▸ **INSTRUCTIONS TO FOLLOW**
Within the entries below, find each line containing the word "main" and copy it.

[DATA SUPPLIED]

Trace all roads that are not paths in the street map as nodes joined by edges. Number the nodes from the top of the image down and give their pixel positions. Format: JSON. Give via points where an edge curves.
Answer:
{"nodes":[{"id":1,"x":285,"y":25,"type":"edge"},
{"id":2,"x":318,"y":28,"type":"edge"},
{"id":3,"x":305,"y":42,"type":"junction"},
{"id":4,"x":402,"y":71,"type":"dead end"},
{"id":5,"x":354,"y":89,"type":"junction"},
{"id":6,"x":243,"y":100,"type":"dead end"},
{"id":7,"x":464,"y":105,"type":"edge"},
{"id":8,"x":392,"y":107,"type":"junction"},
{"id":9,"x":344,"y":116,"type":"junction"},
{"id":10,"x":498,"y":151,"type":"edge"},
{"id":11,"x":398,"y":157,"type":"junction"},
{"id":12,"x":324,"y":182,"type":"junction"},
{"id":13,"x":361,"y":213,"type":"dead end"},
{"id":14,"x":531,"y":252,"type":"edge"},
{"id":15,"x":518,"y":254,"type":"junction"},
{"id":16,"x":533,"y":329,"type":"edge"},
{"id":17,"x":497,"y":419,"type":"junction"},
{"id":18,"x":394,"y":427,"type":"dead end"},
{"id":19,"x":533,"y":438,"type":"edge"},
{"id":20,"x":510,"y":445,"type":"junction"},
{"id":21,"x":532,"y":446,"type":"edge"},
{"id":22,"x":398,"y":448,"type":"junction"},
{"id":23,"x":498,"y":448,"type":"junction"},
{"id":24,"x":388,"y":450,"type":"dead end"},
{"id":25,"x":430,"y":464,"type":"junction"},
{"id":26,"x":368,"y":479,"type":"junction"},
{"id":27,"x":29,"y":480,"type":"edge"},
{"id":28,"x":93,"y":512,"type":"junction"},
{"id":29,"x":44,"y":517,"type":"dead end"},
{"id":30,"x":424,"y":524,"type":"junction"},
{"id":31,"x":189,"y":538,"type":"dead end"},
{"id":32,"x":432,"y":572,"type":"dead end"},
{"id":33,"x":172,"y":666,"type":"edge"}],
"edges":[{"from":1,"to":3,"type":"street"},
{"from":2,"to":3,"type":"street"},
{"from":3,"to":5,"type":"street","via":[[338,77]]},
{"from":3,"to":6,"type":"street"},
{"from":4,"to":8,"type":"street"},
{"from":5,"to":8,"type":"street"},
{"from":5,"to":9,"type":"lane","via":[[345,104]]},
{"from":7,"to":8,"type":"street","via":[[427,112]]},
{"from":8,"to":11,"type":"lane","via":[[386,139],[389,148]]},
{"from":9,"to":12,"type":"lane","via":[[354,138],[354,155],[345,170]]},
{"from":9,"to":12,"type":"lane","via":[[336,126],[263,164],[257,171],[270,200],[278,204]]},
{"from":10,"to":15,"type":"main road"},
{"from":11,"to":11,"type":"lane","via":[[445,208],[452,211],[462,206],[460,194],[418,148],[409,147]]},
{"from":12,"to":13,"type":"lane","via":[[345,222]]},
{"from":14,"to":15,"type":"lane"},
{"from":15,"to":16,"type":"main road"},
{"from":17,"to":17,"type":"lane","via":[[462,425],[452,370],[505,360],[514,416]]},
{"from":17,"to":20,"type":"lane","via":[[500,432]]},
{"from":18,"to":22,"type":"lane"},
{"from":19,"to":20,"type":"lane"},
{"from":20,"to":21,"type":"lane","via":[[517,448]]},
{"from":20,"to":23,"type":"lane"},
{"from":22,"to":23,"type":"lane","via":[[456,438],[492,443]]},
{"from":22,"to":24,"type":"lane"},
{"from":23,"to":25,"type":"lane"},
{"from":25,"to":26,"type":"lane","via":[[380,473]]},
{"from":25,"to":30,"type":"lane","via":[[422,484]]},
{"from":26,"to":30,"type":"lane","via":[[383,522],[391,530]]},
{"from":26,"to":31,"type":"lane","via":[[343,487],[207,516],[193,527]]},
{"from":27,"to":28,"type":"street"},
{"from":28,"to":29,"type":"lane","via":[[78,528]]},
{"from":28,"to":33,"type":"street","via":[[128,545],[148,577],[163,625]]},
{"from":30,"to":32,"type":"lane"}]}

[/DATA SUPPLIED]

▸ **EXERCISE RESULT**
{"from":10,"to":15,"type":"main road"},
{"from":15,"to":16,"type":"main road"},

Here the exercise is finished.